L’horloge affichait 6 heures et l’escalier circulaire de la gare de Saint-Arness était pris d’assaut par les employés qui jaillissaient du métro. Le détective Garman venait de prendre son service, son troisième jour dans la brigade ferroviaire, un mois avant son vingt-deuxième anniversaire. Il était encore tout chaud de l'air de la petite cuisine où il avait fumé la cigarette du matin avec ses collègues. Il y avait une vieille cuisinière où on mettait toute la journée de l’eau sur le feu.
C’est en réglant sa montre sur la grande horloge qu’il aperçut un des individus dont le portrait était affiché au PC sécurité ; il montait les marches au milieu de la foule, jouant de ses grosses épaules pour écarter les timides employés de bureau. Le nom ne lui revint pas mais Garman reconnut un des complices de la bande du Somnambule. Le policier sentit son cœur battre plus fort et prit une décision, qui allait, en fait, lui coûter la vie quelques minutes plus tard.

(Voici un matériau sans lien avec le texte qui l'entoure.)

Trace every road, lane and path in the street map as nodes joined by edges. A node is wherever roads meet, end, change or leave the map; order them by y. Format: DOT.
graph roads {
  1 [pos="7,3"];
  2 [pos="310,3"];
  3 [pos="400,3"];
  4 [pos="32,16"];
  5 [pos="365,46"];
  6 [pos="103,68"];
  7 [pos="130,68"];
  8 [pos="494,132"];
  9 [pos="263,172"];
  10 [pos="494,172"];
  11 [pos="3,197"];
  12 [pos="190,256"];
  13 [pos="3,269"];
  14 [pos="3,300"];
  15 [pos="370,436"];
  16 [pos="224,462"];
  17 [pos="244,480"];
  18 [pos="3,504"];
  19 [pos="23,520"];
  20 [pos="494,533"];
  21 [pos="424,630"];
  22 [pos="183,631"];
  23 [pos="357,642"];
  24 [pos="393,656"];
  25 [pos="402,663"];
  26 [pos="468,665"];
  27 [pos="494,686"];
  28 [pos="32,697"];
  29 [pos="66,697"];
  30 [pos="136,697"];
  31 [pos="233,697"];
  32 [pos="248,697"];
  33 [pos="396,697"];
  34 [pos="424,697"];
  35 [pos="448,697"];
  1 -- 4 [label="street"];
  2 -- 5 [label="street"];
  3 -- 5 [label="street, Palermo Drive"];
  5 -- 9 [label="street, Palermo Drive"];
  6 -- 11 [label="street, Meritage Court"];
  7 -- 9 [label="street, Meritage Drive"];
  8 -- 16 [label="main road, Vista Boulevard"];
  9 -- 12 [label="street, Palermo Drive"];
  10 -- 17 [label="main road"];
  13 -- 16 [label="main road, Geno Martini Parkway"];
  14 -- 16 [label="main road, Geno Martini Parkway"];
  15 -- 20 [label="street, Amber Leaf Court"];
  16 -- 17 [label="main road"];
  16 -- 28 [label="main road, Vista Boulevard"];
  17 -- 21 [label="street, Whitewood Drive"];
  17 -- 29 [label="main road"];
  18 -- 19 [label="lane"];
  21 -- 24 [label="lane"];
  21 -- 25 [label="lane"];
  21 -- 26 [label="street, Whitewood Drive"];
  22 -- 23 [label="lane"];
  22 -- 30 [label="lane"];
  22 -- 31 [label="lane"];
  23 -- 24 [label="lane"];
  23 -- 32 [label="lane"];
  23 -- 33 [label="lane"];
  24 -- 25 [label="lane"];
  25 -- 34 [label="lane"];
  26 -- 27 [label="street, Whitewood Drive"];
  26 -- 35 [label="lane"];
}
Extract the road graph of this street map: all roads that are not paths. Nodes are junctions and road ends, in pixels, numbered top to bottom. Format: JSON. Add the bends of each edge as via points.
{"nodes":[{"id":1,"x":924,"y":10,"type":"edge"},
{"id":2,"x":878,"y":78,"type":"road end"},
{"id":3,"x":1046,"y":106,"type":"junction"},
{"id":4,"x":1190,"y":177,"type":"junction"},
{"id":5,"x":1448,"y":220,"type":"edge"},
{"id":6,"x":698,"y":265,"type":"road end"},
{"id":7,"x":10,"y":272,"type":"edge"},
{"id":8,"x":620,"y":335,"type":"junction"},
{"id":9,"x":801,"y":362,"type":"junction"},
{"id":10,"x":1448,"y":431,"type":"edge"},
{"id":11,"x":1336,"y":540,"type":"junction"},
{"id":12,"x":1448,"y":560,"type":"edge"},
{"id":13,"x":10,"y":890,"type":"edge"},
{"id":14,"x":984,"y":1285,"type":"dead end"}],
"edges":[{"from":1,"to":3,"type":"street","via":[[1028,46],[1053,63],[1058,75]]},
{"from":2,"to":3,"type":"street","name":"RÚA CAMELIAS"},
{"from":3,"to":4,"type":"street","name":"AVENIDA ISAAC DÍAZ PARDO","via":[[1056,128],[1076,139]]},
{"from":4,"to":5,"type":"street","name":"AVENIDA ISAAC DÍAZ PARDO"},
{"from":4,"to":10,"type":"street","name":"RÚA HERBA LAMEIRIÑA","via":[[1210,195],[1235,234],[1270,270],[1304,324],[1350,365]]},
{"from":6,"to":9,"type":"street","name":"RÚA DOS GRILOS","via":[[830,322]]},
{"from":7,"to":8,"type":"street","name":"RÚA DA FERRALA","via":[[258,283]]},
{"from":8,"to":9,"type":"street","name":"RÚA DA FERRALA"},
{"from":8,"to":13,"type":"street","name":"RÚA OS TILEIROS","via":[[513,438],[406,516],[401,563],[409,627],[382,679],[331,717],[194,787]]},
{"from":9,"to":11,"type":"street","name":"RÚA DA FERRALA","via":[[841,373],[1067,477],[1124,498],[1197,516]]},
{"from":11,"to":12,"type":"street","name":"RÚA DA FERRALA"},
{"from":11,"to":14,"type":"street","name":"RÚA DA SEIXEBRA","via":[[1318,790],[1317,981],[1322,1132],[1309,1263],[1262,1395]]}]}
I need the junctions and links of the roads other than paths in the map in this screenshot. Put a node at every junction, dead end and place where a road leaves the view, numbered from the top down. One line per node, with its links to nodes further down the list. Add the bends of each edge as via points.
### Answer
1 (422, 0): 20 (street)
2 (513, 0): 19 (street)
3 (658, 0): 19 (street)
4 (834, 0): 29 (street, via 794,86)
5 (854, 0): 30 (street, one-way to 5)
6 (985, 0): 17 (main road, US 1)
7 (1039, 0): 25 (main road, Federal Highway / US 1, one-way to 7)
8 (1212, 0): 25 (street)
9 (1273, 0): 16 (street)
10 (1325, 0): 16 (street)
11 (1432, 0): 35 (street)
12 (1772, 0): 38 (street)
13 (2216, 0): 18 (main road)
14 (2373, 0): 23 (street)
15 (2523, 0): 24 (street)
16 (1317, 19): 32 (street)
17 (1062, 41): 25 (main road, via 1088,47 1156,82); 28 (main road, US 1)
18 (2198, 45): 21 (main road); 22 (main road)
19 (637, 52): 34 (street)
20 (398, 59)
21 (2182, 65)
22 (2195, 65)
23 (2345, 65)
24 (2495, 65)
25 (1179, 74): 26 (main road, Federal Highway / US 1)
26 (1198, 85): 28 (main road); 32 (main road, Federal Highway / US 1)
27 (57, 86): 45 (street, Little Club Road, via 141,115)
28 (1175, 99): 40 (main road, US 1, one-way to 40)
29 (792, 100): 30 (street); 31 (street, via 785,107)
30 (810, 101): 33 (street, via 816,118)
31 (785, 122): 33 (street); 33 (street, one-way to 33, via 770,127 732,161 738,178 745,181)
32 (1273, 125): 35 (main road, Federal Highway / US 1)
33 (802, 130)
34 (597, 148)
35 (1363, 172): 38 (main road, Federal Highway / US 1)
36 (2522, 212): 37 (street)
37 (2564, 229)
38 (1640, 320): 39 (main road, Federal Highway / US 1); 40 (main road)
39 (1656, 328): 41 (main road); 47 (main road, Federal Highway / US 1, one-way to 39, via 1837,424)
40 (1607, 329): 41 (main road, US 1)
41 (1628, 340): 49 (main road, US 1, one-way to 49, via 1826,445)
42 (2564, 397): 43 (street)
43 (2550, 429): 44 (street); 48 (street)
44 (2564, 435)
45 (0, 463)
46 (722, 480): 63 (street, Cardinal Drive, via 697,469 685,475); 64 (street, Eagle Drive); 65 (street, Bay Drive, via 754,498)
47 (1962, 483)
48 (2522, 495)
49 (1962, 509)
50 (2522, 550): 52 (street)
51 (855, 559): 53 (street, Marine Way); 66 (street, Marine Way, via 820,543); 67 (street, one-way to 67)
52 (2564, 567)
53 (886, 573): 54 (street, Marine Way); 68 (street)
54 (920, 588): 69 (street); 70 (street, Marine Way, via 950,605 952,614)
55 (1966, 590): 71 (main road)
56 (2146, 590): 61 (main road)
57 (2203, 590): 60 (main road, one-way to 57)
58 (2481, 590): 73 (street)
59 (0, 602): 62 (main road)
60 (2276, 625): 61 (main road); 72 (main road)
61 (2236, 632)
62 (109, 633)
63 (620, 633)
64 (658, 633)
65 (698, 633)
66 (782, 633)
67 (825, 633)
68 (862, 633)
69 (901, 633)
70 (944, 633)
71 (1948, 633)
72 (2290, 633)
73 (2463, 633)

Il tâta son révolver d’ordonnance dans la poche intérieure de sa veste, redressa ses lunettes sur son nez, vissa bien son chapeau sur sa tête et prit en filature le suspect.
Il gravissait les marches, baissait la tête, s’excusait auprès des gens, s’accrochait à la rambarde. Le grand escalier en colimaçon montait sur l’équivalent de quatre étages et il y avait régulièrement des bousculades, des gens compressés, parfois des chutes. Cela parce que les ascenseurs de la gare étaient en panne depuis des temps immémoriaux. Personne n’osait s’en plaindre à voix haute. Les services de SANITATION avaient d'ailleurs lancé à l’époque de la panne une grande campagne pour l’exercice physique quotidien des usagers de la gare. Les affiches étaient encore là, elles faisaient partie du décor !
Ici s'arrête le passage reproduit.